Install
sudo gem install nokogiri
Contribute
github.com/tenderlove/nokogiri

An HTML, XML, SAX, & Reader parser with the ability to search documents via XPath or CSS3 selectors… and much more

Nokogiri

Installing Nokogiri

Because Nokogiri needs to be compiled and dynamically linked against both libxml2 and libxslt, it has gained a reputation for being complicated to install.

Let’s wrassle this little myth to the ground, shall we?

Mac OS X

The following should work on both Leopard and Snow Leopard:

sudo port install libxml2 libxslt
sudo gem install nokogiri

Please note that Leopard comes bundled with libxml 2.6.16. Someone in Cupertino is having some fun at our expense, because this MUST be somebody’s idea of a bad joke. 2.6.16 was released Nov 2004 and is really quite buggy. We here at Nokogiri HQ advise strongly that you do not use this version.

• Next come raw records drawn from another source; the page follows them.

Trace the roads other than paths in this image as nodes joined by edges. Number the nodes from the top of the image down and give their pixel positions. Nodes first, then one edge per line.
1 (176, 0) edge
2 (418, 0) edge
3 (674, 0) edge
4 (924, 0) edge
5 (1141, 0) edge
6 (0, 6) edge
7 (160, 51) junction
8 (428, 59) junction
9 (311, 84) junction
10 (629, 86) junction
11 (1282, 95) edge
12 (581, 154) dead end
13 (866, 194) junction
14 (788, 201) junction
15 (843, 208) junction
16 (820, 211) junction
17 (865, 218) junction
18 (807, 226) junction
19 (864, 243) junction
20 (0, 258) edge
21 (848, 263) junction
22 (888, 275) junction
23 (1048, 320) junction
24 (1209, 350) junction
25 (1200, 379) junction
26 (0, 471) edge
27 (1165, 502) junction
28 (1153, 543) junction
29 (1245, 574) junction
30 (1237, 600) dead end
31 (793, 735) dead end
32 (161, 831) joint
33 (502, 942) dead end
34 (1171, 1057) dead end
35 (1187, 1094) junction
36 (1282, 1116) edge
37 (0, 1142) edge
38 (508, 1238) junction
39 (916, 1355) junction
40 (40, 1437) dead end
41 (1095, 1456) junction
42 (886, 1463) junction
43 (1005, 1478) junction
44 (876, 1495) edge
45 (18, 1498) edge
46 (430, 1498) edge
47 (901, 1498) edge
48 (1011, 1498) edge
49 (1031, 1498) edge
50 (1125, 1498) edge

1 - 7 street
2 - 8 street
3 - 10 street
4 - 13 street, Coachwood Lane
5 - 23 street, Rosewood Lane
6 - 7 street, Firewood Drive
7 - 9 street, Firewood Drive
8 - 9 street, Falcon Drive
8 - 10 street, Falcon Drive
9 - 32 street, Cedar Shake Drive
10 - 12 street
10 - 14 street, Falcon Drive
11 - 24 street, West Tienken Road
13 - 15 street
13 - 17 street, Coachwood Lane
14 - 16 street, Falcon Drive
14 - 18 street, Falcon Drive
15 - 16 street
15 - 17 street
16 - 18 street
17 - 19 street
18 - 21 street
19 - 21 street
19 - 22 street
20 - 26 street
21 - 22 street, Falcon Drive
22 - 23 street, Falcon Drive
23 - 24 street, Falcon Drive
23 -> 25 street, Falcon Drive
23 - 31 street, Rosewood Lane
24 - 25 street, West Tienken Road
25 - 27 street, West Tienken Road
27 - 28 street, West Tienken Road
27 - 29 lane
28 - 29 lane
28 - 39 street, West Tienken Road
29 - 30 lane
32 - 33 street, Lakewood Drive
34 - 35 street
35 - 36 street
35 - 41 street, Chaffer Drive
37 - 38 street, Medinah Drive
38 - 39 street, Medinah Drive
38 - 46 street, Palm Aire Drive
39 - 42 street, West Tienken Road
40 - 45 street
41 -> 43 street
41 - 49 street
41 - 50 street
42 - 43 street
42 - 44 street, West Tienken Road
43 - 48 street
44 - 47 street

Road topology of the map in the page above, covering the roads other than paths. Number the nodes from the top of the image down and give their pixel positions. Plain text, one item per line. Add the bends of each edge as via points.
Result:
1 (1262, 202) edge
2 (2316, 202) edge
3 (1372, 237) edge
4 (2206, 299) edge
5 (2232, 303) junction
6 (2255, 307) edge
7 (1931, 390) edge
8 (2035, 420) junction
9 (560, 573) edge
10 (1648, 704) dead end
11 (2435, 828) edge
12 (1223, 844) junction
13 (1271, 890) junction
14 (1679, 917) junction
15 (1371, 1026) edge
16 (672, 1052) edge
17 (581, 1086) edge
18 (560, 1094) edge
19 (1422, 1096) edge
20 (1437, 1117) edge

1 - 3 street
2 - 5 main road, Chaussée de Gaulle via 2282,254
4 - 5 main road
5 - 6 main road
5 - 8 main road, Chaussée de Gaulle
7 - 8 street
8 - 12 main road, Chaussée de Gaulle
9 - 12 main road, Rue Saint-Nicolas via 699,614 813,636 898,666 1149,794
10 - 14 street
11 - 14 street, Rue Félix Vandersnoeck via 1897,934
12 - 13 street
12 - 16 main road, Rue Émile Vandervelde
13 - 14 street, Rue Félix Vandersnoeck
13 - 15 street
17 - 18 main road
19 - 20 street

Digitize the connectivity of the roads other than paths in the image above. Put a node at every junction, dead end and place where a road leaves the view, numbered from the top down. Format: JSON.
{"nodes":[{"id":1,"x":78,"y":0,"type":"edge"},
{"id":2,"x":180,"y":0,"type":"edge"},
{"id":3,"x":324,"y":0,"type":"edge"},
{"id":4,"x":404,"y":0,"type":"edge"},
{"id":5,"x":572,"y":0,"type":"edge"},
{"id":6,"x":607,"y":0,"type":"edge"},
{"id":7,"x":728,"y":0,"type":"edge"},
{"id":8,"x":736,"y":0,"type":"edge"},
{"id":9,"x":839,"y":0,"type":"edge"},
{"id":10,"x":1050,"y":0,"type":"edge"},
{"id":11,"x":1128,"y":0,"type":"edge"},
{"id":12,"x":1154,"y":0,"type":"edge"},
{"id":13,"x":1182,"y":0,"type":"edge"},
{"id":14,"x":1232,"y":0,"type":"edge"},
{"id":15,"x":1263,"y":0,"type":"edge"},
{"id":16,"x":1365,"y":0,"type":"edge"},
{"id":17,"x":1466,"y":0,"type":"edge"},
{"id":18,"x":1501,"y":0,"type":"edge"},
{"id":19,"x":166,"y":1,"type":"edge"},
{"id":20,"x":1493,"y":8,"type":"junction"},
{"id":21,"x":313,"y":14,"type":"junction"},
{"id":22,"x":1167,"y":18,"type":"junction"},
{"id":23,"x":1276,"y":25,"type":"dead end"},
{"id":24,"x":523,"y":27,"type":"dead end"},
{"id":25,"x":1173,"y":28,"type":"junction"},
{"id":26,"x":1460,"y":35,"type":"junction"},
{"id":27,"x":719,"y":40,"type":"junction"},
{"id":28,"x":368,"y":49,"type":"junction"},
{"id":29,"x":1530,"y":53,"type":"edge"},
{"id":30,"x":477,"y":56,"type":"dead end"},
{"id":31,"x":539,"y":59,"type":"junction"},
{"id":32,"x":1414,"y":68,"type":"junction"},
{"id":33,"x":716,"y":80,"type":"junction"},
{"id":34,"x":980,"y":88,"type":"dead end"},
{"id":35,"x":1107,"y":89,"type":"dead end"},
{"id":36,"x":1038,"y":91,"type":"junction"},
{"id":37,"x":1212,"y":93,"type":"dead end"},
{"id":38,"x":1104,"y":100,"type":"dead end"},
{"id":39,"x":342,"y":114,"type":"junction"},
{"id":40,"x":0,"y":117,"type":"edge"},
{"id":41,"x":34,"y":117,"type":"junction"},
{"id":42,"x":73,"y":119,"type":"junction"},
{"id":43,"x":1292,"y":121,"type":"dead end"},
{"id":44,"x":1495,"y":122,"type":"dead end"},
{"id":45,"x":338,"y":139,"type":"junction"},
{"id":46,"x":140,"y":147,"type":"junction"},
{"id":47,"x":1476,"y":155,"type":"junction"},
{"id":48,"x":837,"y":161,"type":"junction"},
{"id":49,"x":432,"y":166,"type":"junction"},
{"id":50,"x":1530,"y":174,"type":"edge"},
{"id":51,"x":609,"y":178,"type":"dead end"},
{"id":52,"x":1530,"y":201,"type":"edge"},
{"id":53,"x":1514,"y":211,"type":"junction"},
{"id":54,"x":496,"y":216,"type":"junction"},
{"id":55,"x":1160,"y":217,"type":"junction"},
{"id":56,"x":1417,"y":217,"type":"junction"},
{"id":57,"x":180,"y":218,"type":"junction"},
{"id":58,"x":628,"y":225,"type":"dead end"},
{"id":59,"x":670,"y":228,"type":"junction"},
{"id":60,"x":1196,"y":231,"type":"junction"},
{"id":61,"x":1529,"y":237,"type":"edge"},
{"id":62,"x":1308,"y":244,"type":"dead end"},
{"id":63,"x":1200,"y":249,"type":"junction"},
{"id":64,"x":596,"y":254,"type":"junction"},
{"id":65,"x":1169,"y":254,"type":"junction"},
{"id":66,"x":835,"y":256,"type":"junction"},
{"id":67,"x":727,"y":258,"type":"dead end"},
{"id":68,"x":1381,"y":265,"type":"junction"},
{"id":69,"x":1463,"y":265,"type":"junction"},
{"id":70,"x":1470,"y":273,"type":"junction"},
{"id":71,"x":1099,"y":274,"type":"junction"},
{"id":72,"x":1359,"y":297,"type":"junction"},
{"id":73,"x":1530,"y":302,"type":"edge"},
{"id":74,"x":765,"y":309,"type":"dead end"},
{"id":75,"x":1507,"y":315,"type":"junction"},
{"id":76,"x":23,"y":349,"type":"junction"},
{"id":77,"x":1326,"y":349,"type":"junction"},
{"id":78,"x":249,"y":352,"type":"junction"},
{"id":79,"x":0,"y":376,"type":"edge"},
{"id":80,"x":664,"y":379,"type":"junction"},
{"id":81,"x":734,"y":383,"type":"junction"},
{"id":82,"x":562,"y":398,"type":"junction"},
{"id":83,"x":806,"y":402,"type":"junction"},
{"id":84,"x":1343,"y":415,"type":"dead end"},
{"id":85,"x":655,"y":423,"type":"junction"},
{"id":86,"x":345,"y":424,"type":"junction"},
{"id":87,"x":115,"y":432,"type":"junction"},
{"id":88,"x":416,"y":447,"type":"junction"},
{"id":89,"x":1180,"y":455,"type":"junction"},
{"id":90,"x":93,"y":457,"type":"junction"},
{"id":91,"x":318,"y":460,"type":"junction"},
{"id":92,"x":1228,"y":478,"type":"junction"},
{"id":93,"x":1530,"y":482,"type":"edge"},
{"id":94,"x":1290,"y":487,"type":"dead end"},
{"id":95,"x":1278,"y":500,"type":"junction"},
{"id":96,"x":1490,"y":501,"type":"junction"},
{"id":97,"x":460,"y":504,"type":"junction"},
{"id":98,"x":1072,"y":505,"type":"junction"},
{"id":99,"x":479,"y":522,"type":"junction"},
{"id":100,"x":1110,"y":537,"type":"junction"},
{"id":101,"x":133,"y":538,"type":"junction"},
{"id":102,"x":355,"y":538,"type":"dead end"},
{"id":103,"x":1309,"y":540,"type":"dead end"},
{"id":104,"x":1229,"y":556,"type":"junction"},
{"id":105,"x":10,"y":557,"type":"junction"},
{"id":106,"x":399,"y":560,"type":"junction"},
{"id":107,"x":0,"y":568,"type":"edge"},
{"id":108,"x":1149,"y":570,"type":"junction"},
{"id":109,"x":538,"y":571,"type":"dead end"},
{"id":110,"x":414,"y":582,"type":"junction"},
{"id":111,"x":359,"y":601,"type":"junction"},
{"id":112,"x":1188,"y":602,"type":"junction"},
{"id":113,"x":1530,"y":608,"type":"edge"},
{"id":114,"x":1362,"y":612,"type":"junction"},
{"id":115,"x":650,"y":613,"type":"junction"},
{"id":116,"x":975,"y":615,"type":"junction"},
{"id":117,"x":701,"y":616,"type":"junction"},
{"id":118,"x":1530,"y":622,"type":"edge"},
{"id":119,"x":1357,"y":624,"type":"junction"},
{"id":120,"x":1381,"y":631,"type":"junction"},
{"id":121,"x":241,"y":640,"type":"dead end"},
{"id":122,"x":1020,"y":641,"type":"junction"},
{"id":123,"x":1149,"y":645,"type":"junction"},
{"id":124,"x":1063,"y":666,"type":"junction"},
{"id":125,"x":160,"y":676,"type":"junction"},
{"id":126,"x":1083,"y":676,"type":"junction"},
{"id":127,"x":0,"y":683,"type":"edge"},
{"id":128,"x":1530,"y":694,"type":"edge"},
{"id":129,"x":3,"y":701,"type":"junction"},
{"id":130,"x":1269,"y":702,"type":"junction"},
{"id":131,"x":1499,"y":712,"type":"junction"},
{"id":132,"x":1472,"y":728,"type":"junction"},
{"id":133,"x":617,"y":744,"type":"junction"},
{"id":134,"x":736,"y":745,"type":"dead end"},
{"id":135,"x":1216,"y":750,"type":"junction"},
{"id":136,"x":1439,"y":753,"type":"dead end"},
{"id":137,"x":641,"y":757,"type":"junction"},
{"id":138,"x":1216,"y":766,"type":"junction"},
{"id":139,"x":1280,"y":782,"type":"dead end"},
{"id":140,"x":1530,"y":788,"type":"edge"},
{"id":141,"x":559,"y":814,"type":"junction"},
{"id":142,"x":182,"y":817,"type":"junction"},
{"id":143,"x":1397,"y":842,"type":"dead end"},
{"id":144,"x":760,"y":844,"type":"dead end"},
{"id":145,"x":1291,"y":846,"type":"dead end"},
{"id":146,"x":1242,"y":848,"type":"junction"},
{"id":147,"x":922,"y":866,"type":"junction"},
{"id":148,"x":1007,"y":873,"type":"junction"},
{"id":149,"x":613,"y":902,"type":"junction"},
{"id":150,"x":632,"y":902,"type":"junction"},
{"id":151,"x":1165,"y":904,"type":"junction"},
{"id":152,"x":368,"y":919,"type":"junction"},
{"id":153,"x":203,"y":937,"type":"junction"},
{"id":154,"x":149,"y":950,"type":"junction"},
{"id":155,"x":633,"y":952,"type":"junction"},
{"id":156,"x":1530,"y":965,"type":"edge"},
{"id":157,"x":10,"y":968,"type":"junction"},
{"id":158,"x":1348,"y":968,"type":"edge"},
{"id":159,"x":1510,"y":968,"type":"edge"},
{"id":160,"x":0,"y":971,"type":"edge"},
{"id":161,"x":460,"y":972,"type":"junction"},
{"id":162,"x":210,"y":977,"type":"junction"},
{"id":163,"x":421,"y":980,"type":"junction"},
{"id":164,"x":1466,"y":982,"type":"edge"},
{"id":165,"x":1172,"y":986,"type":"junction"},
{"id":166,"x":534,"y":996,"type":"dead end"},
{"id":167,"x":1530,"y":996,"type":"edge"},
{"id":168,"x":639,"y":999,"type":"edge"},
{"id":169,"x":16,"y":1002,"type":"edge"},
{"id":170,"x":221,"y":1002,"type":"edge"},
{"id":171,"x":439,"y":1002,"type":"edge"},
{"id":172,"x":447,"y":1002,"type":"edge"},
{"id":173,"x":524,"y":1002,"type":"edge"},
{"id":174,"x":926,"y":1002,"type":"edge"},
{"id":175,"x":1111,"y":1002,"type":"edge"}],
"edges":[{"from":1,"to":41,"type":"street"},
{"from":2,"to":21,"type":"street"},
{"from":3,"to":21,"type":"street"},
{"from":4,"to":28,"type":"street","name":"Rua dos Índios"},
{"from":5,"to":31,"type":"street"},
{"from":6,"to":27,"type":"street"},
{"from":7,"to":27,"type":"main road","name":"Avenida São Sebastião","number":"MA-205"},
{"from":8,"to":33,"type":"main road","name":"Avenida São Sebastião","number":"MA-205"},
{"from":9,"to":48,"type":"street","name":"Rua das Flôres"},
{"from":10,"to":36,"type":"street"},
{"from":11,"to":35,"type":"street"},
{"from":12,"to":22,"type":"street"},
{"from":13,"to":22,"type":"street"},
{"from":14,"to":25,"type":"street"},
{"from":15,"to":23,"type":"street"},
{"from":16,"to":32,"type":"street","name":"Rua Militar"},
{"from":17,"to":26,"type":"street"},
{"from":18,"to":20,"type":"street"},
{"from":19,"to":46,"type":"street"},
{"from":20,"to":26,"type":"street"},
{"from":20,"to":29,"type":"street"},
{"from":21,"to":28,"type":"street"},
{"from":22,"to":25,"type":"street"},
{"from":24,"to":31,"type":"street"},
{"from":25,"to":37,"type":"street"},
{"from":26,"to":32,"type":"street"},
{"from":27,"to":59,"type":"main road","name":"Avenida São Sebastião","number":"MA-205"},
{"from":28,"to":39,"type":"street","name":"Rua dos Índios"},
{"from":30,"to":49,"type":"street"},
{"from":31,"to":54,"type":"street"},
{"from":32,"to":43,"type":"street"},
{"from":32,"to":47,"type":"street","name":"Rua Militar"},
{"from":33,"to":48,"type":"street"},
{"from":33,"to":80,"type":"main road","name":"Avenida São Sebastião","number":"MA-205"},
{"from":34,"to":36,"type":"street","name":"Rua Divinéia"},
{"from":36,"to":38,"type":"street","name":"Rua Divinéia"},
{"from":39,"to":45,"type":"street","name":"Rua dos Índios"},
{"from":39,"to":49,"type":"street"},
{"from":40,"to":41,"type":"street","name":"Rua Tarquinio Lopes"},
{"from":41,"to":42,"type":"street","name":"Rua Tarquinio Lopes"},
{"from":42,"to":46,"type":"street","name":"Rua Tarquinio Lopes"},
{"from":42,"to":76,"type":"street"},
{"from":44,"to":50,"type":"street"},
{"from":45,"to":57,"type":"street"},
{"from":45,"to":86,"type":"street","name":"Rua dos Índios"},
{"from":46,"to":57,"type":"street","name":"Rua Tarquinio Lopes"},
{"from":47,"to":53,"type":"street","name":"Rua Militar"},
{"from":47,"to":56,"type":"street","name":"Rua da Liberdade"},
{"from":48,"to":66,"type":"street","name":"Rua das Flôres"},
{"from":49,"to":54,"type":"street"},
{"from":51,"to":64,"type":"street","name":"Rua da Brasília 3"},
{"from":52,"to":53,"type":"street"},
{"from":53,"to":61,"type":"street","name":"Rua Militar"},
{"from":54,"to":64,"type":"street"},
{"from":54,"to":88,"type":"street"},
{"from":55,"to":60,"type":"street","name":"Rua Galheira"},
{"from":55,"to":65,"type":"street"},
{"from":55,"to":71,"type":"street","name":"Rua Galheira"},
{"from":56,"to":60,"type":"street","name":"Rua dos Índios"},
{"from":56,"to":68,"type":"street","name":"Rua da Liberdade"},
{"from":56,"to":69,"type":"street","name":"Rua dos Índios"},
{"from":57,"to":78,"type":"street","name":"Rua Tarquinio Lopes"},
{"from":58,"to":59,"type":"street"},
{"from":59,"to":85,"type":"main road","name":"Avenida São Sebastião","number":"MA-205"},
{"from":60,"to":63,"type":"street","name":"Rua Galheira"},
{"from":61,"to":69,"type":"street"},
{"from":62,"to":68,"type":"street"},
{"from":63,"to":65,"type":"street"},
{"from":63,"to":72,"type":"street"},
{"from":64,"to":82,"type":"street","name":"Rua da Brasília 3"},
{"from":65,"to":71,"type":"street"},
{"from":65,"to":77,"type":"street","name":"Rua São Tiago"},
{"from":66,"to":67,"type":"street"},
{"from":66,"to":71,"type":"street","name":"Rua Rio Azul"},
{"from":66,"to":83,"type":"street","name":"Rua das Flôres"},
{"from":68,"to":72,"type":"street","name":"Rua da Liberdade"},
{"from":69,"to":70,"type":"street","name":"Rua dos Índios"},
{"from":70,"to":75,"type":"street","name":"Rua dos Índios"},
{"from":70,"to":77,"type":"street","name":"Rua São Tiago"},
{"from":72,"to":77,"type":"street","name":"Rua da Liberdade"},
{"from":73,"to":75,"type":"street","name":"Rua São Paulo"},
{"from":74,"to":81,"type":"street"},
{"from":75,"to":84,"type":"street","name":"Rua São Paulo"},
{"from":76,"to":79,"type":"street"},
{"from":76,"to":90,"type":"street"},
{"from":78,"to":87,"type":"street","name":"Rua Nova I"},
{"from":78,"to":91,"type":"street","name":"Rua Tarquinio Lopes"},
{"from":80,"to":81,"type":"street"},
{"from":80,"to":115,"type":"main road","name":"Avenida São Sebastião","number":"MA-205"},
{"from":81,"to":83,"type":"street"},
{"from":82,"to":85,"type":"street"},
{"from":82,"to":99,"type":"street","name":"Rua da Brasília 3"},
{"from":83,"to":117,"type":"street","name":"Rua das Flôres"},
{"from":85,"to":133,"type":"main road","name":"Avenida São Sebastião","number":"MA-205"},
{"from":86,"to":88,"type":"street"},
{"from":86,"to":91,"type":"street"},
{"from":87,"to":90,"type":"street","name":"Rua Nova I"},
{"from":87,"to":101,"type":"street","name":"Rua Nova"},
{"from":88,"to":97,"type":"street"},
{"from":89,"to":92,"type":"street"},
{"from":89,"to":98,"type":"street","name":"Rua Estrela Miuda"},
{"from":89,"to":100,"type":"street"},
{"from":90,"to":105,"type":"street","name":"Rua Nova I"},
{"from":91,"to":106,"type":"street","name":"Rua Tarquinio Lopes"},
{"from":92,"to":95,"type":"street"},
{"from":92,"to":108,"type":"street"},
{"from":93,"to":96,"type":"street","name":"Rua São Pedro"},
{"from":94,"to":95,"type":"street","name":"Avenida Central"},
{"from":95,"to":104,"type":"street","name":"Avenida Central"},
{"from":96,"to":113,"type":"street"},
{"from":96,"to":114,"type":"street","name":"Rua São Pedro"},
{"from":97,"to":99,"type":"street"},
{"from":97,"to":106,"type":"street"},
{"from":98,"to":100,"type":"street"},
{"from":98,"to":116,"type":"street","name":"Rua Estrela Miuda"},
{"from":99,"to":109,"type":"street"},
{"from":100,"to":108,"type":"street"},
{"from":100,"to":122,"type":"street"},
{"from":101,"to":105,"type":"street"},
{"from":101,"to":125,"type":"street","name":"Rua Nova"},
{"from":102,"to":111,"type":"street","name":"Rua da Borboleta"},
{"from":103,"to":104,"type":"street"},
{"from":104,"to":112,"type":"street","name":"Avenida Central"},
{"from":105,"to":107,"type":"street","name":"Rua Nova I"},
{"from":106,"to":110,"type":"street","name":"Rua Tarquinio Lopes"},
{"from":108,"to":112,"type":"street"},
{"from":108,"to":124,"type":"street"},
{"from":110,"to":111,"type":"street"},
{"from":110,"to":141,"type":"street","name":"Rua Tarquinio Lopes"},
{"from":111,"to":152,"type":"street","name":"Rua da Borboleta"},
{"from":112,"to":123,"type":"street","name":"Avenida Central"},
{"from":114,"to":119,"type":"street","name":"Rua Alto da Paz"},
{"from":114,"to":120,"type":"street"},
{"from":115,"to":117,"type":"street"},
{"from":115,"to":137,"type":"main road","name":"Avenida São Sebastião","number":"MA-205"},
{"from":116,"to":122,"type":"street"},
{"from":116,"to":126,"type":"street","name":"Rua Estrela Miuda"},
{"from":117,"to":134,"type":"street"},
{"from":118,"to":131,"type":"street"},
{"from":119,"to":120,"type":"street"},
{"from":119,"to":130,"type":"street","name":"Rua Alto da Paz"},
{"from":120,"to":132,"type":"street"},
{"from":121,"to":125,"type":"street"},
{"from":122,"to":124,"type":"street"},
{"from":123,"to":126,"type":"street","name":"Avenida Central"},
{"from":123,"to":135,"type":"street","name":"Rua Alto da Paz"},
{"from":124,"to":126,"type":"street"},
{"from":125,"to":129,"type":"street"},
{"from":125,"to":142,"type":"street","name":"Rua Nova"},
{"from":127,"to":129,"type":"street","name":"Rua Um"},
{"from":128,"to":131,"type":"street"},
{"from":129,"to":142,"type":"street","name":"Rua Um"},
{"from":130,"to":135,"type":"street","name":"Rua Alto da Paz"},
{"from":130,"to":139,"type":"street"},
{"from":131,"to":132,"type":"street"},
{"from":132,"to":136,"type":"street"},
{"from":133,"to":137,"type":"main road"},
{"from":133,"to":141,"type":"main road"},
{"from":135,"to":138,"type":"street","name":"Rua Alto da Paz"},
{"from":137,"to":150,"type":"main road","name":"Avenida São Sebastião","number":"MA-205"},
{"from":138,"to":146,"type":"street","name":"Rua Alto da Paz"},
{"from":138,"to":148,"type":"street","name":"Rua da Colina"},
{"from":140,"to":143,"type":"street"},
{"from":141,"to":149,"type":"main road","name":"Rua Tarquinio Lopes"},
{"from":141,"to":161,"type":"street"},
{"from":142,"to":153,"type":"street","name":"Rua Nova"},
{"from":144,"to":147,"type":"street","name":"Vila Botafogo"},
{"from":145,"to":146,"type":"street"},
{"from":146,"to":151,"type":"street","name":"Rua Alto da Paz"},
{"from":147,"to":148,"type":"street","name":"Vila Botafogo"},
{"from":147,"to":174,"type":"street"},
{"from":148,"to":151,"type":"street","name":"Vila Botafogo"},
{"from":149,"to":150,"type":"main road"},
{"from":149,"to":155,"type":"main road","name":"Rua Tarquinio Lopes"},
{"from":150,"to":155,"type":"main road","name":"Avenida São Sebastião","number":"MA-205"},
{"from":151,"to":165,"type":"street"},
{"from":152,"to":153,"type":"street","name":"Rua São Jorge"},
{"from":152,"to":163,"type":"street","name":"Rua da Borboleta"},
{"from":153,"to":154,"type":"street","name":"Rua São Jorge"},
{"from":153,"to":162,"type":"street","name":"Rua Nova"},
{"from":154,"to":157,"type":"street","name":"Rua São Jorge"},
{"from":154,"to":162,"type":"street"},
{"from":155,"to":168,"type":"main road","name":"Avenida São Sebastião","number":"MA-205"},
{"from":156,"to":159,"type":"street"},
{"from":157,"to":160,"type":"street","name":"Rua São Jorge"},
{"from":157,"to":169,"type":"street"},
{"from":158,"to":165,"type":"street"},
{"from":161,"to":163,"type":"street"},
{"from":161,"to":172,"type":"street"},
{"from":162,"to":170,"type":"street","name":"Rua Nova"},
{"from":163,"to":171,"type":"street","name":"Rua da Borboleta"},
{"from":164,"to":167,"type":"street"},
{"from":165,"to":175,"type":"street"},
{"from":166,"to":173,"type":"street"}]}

Sensibly, Snow Leopard comes packaged with libxml 2.7.3.

Ubuntu / Debian

Ubuntu doesn’t come with the Ruby development packages that are required for building gems with C extensions. Here are the commands to install everything you might need:

# ruby developer packages
sudo apt-get install ruby1.8-dev ruby1.8 ri1.8 rdoc1.8 irb1.8
sudo apt-get install libreadline-ruby1.8 libruby1.8 libopenssl-ruby

# nokogiri requirements
sudo apt-get install libxslt-dev libxml2-dev
sudo gem install nokogiri

Although, if you’re using Hardy (8.04) or earlier, you’ll need to install slightly different packages:

# nokogiri requirements for Hardy (8.04) and earlier
sudo apt-get install libxslt1-dev libxml2-dev

As John Barnette once said, “Isn’t package management convenient? :)”

Red Hat / CentOS

In theory, this is easy peasy:

sudo yum install -y libxml2 libxml2-devel libxslt libxslt-devel
sudo gem install nokogiri

In practice, though, CentOS 5 (and RHEL5) come installed with libxml 2.6.26 which, while not as offensively out-of-date as Mac Leopard, is still pretty damn old (released June 2006) and has known issues.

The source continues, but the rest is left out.